If ever there was any doubt about the importance of Art, the Broadway musical Hamilton should have non-believers begging forgiveness. Forget for a moment the Pulitzer Prize for Drama, the record-breaking 16 Tony nominations, and the Grammy Award for Best Musical Theatre Album. The people have spoken and not just some people. Young and old, whites and non-whites, historians and kids-bored-by-school, rich and poor, and–even more astonishing in this tumultuous Presidential Election year–Democrats and Republicans. President Obama joked that he and Dick Cheney finally have something in common.
It turns out what unites all these different people is their love for a musical with a whole lot of rapping going on. It’s not entirely rap or hip-hop. There’s also R&B, 60s British Pop, and the kind of soaring ballads that give traditional theatre-goers goose bumps. Is it any wonder that creator/star Lin-Manuel Miranda was named a MacArthur Fellow (aka the “Genius Award”) last September? How many people would choose a hefty biography as a beach read and envision it as a rap-musical fifty pages in? Or realize that poor, illegitimate, orphaned Alexander Hamilton, who was born in the Caribbean and set sail for New York for a brighter future, embodies the immigrant experience for many people of color–despite being a white man.

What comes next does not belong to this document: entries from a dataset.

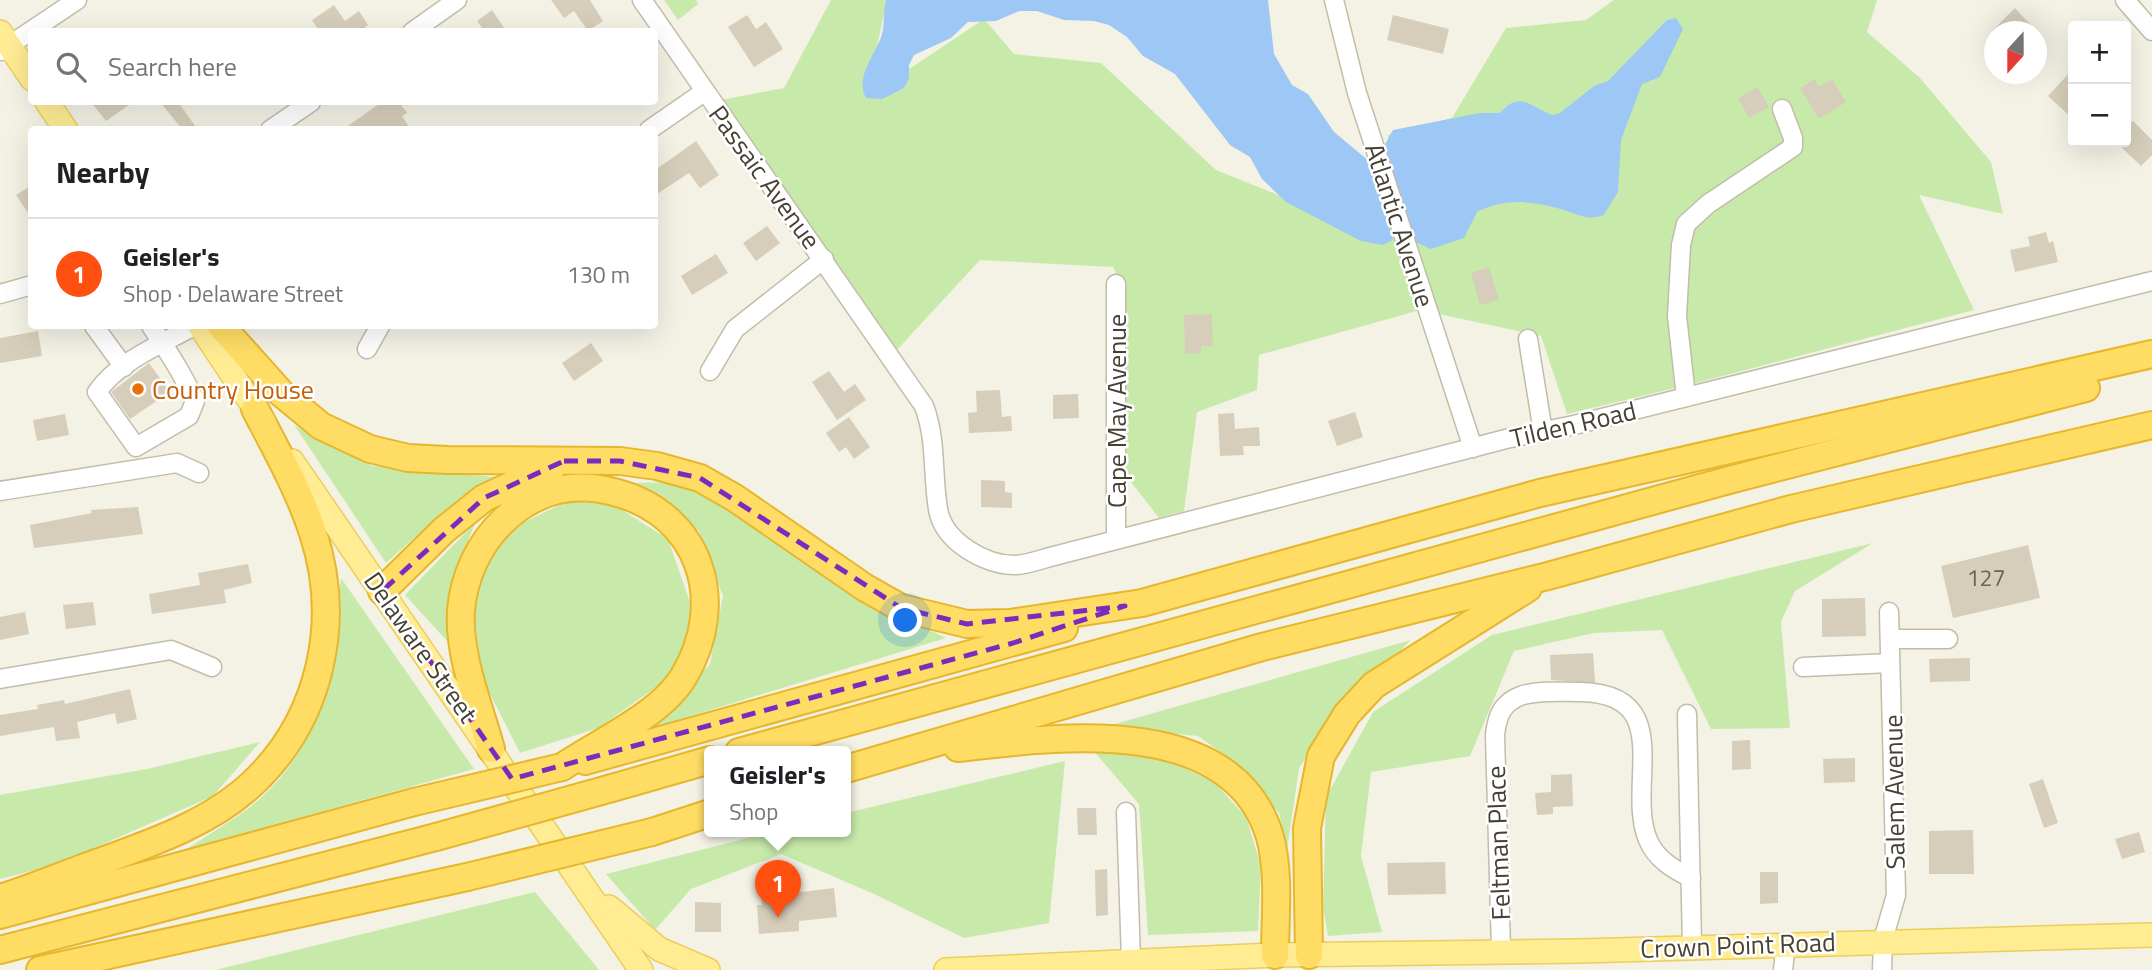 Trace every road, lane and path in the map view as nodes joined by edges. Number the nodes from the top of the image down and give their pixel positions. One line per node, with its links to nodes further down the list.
1 (76, 0): 6 (street)
2 (457, 0): 8 (street)
3 (642, 0): 12 (street, Passaic Avenue)
4 (1334, 0): 41 (street, Atlantic Avenue)
5 (2125, 0): 9 (street)
6 (28, 28)
7 (28, 28): 10 (street)
8 (417, 28)
9 (2152, 31)
10 (3, 43): 11 (main road)
11 (28, 74)
12 (704, 92): 18 (street); 19 (street, Passaic Avenue)
13 (49, 105): 16 (main road)
14 (307, 105): 17 (street)
15 (1782, 109): 37 (street)
16 (63, 126)
17 (276, 126)
18 (655, 126)
19 (824, 259): 36 (street); 46 (street, Passaic Avenue)
20 (2152, 281): 37 (street, Tilden Road)
21 (1116, 284): 45 (street, Cape May Avenue)
22 (28, 286): 23 (street)
23 (0, 294)
24 (96, 329): 34 (street)
25 (152, 329): 31 (street)
26 (191, 329): 31 (street)
27 (199, 329): 38 (main road, Delaware Street)
28 (224, 329): 42 (highway)
29 (378, 329): 32 (street)
30 (1528, 339): 40 (street)
31 (163, 344): 34 (street); 34 (street)
32 (367, 349)
33 (2152, 354): 49 (highway)
34 (124, 367)
35 (2152, 370): 58 (highway)
36 (710, 371)
37 (1686, 397): 40 (street, Tilden Road)
38 (255, 409): 48 (main road, Delaware Street); 68 (highway)
39 (2152, 425): 47 (highway)
40 (1543, 432): 41 (street, Tilden Road)
41 (1473, 448): 45 (street, Tilden Road)
42 (564, 461): 48 (highway); 49 (highway)
43 (199, 473): 44 (street)
44 (0, 491)
45 (1116, 538): 46 (street, Tilden Road)
46 (994, 561)
47 (1548, 576): 60 (highway); 77 (highway)
48 (382, 591): 59 (main road, Delaware Street)
49 (1125, 606): 62 (highway)
50 (1889, 612): 51 (street, Salem Avenue)
51 (1890, 639): 52 (street); 53 (street, Salem Avenue)
52 (1948, 639)
53 (1890, 663): 55 (street); 71 (street, Salem Avenue)
54 (212, 667): 56 (street)
55 (1803, 667)
56 (0, 679)
57 (1687, 715): 66 (street)
58 (761, 746)
59 (491, 749): 62 (highway); 67 (main road, Delaware Street)
60 (887, 756): 63 (highway); 76 (highway)
61 (704, 762): 74 (highway, bridge)
62 (562, 767): 69 (highway, bridge)
63 (851, 767)
64 (1126, 812): 78 (street)
65 (704, 815): 80 (highway, bridge)
66 (1690, 878): 73 (street); 75 (street, Feltman Place)
67 (586, 887): 81 (main road, Delaware Street); 82 (main road)
68 (0, 898)
69 (0, 915)
70 (2152, 935): 71 (main road, Crown Point Road)
71 (1883, 940): 72 (main road, Crown Point Road); 85 (street, Salem Avenue)
72 (1786, 943): 73 (main road, Crown Point Road); 84 (street)
73 (1692, 945): 75 (main road, Crown Point Road)
74 (0, 950)
75 (1501, 950): 77 (main road, Crown Point Road)
76 (1275, 955): 77 (main road, Crown Point Road); 78 (main road, Crown Point Road)
77 (1309, 955)
78 (1131, 960): 79 (main road, Crown Point Road)
79 (1056, 966): 83 (main road, Crown Point Road)
80 (40, 970)
81 (641, 970)
82 (708, 970)
83 (946, 970)
84 (1783, 970)
85 (1882, 970)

Hamilton started wowing Off-Broadway audiences on Day 1 in January 2015. A hit Off-Broadway doesn’t always translate to a hit on Broadway, where 3 out of 4 productions fail. Hamilton opened at the Richard Rogers Theatre last August, less than a year ago. Is it true the only way to buy a ticket right now is by mortgaging your house to a scalper or entering the digital lottery that awards a handful of $10 front row seats to the hundreds of hopefuls who apply every day? Is it true that many teachers across the country are using the cast album or videos of some of the performances to teach an important slice of U.S. history? Is it true that the musical’s success saved Alexander Hamilton from being knocked off the $10 bill? Yes! Yes! And Yes! (Instead of AH, Andrew Jackson will get knocked off the $20 bill and replaced with Harriet Tubman.)

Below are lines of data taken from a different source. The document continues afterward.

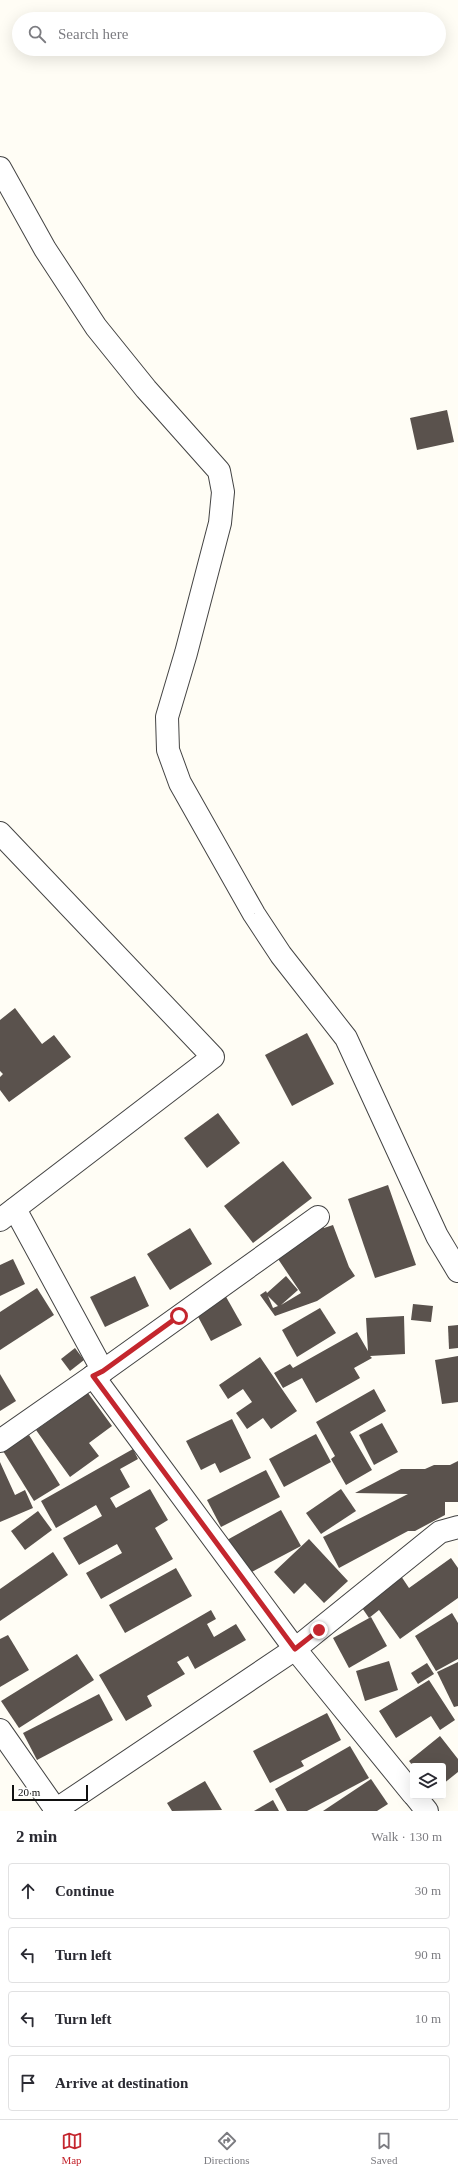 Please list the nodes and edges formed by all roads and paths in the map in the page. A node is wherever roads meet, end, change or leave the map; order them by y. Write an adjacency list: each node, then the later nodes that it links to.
1 (0, 168): 5 (street)
2 (0, 833): 3 (street)
3 (8, 1214): 6 (street)
4 (318, 1217): 6 (street)
5 (458, 1271)
6 (98, 1373): 7 (street); 9 (street)
7 (0, 1441)
8 (458, 1527): 9 (street)
9 (295, 1649): 11 (street); 13 (street)
10 (0, 1730): 13 (street)
11 (410, 1790)
12 (417, 1799): 14 (street)
13 (55, 1811)
14 (427, 1811)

There are many stories about Hamilton, and you’ve probably heard at least one. My favorite is one that’s been told by Ron Chernow, who wrote the much-praised Alexander Hamilton, on which the musical is based. Early on Lin-Manuel asked him to be a historical consultant on the project and showed up at his house one day in 2009 to try out a song: snapping his fingers, he rapped/sang the title song that would eventually open the show. Chernow, a gray-haired Pulitzer Prize-winning white historian didn’t know much about hip-hop, but he thought the song was the most astonishing thing he’d ever heard. Lin-Manuel had condensed the first 40 pages of his very long book into a 4-minute song. Fast forward a few years and L-M asks Chernow to drop by one of the first rehearsals. The historian sees eight black and Latino actors standing in front of a row of music stands. He was confused. Rather, he though L-M was confused. This was a story about the Founding Fathers–a bunch of white men. Within five minutes of listening to the performers, he was a believer. This is what he said in the New York Times in July 2015. “The miracle of the play is that it shows us who we were as a nation but also who we are now. This young, multiracial cast has a special feeling for the passion, urgency and idealism of the American Revolution.”

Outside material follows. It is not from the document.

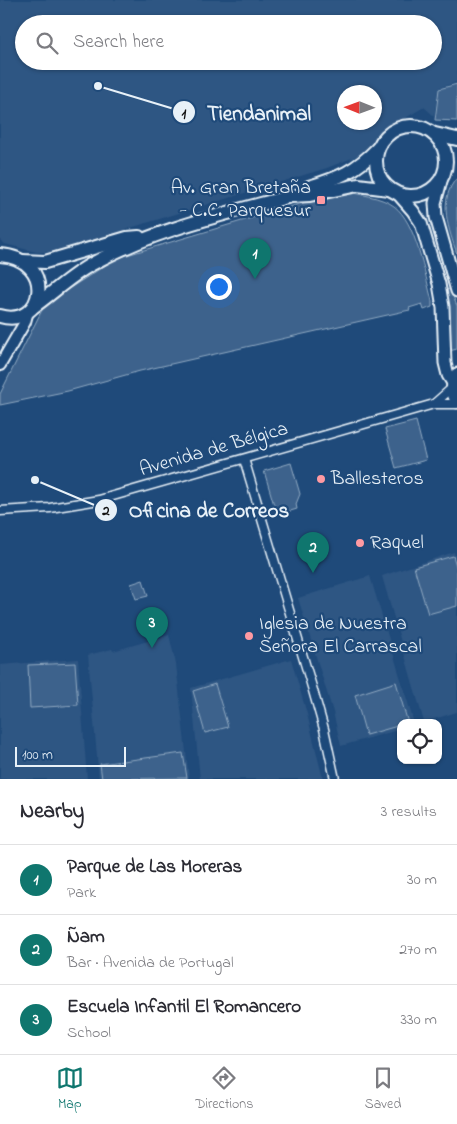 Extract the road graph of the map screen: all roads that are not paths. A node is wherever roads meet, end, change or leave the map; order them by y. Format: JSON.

Now it’s time for me to confess I haven’t seen Hamilton. YET. While I wait for my loan to come through, I listen to the cast album for the umpteenth time and watch the YouTubes of L-M performing at the White House. My older son, 27, was recently in Little Rock, Arkansas, on business. He met up with a colleague from his NY office, who told him about grabbing a cab at the airport. The cab driver’s first question was: where are you from? The second was: have you seen Hamilton? (He had.) My son also told me L-M had done a rap song about Puerto Rico’s debt crisis that he performed on the John Oliver Show. He told me to check it out on YouTube, and I did. While I knew a little about the debt crisis, it was mostly sound bites. I learned a lot more from Lin-Manuel. Genius.